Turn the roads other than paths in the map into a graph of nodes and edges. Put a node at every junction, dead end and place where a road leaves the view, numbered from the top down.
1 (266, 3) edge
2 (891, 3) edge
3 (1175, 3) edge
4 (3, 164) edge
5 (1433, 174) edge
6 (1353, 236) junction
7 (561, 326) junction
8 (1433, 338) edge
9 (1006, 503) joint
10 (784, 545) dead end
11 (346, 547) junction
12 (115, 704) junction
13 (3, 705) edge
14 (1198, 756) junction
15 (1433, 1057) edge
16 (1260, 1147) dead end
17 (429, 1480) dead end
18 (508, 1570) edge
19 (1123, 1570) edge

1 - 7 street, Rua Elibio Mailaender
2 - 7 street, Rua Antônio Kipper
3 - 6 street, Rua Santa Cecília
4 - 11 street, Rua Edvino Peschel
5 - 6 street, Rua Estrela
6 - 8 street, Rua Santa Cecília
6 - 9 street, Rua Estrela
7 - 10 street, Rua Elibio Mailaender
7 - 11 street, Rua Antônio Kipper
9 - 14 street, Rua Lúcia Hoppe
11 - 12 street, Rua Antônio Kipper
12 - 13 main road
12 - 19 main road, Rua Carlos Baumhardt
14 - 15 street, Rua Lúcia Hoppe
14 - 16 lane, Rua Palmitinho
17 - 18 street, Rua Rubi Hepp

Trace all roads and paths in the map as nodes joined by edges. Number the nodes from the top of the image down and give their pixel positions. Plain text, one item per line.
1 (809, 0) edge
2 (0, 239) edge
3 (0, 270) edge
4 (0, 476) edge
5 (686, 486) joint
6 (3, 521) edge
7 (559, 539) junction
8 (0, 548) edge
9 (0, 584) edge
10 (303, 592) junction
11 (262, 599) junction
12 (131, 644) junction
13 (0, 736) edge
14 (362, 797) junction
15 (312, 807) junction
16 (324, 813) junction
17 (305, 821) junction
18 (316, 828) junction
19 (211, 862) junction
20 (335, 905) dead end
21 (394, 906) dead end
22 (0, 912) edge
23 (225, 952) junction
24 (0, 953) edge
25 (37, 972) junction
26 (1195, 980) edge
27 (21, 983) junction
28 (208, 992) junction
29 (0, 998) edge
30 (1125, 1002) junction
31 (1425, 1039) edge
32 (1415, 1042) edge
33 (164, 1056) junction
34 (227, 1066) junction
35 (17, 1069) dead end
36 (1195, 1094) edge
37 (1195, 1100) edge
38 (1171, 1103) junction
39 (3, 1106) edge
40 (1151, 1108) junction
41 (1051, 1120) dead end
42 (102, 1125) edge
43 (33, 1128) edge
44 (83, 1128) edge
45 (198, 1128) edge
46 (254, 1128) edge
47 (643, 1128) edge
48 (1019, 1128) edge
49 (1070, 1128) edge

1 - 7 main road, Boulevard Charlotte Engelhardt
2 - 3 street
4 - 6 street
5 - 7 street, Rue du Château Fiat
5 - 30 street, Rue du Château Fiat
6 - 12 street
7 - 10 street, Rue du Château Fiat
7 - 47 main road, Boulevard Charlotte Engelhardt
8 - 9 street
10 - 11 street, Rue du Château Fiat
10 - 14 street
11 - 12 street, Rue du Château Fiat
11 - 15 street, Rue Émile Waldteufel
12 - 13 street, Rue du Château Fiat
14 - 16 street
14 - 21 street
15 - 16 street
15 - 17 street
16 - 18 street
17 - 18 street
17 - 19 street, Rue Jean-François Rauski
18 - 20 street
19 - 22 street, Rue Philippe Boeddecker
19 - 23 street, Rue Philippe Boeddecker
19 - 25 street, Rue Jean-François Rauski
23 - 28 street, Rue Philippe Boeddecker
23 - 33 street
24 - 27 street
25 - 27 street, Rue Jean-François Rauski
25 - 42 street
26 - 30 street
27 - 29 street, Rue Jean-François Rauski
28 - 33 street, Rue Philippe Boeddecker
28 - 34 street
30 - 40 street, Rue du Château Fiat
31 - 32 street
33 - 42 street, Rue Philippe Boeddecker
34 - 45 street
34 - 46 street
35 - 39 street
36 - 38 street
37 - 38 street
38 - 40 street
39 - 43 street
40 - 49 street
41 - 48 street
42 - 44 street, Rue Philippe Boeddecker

********

Reproduce each line of the material exactly as given.

RESPONSE BOX:
Turn the roads other than paths in the map into a graph of nodes and edges. Put a node at every junction, dead end and place where a road leaves the view, numbered from the top down.
1 (266, 3) edge
2 (891, 3) edge
3 (1175, 3) edge
4 (3, 164) edge
5 (1433, 174) edge
6 (1353, 236) junction
7 (561, 326) junction
8 (1433, 338) edge
9 (1006, 503) joint
10 (784, 545) dead end
11 (346, 547) junction
12 (115, 704) junction
13 (3, 705) edge
14 (1198, 756) junction
15 (1433, 1057) edge
16 (1260, 1147) dead end
17 (429, 1480) dead end
18 (508, 1570) edge
19 (1123, 1570) edge

1 - 7 street, Rua Elibio Mailaender
2 - 7 street, Rua Antônio Kipper
3 - 6 street, Rua Santa Cecília
4 - 11 street, Rua Edvino Peschel
5 - 6 street, Rua Estrela
6 - 8 street, Rua Santa Cecília
6 - 9 street, Rua Estrela
7 - 10 street, Rua Elibio Mailaender
7 - 11 street, Rua Antônio Kipper
9 - 14 street, Rua Lúcia Hoppe
11 - 12 street, Rua Antônio Kipper
12 - 13 main road
12 - 19 main road, Rua Carlos Baumhardt
14 - 15 street, Rua Lúcia Hoppe
14 - 16 lane, Rua Palmitinho
17 - 18 street, Rua Rubi Hepp

Trace all roads and paths in the map as nodes joined by edges. Number the nodes from the top of the image down and give their pixel positions. Plain text, one item per line.
1 (809, 0) edge
2 (0, 239) edge
3 (0, 270) edge
4 (0, 476) edge
5 (686, 486) joint
6 (3, 521) edge
7 (559, 539) junction
8 (0, 548) edge
9 (0, 584) edge
10 (303, 592) junction
11 (262, 599) junction
12 (131, 644) junction
13 (0, 736) edge
14 (362, 797) junction
15 (312, 807) junction
16 (324, 813) junction
17 (305, 821) junction
18 (316, 828) junction
19 (211, 862) junction
20 (335, 905) dead end
21 (394, 906) dead end
22 (0, 912) edge
23 (225, 952) junction
24 (0, 953) edge
25 (37, 972) junction
26 (1195, 980) edge
27 (21, 983) junction
28 (208, 992) junction
29 (0, 998) edge
30 (1125, 1002) junction
31 (1425, 1039) edge
32 (1415, 1042) edge
33 (164, 1056) junction
34 (227, 1066) junction
35 (17, 1069) dead end
36 (1195, 1094) edge
37 (1195, 1100) edge
38 (1171, 1103) junction
39 (3, 1106) edge
40 (1151, 1108) junction
41 (1051, 1120) dead end
42 (102, 1125) edge
43 (33, 1128) edge
44 (83, 1128) edge
45 (198, 1128) edge
46 (254, 1128) edge
47 (643, 1128) edge
48 (1019, 1128) edge
49 (1070, 1128) edge

1 - 7 main road, Boulevard Charlotte Engelhardt
2 - 3 street
4 - 6 street
5 - 7 street, Rue du Château Fiat
5 - 30 street, Rue du Château Fiat
6 - 12 street
7 - 10 street, Rue du Château Fiat
7 - 47 main road, Boulevard Charlotte Engelhardt
8 - 9 street
10 - 11 street, Rue du Château Fiat
10 - 14 street
11 - 12 street, Rue du Château Fiat
11 - 15 street, Rue Émile Waldteufel
12 - 13 street, Rue du Château Fiat
14 - 16 street
14 - 21 street
15 - 16 street
15 - 17 street
16 - 18 street
17 - 18 street
17 - 19 street, Rue Jean-François Rauski
18 - 20 street
19 - 22 street, Rue Philippe Boeddecker
19 - 23 street, Rue Philippe Boeddecker
19 - 25 street, Rue Jean-François Rauski
23 - 28 street, Rue Philippe Boeddecker
23 - 33 street
24 - 27 street
25 - 27 street, Rue Jean-François Rauski
25 - 42 street
26 - 30 street
27 - 29 street, Rue Jean-François Rauski
28 - 33 street, Rue Philippe Boeddecker
28 - 34 street
30 - 40 street, Rue du Château Fiat
31 - 32 street
33 - 42 street, Rue Philippe Boeddecker
34 - 45 street
34 - 46 street
35 - 39 street
36 - 38 street
37 - 38 street
38 - 40 street
39 - 43 street
40 - 49 street
41 - 48 street
42 - 44 street, Rue Philippe Boeddecker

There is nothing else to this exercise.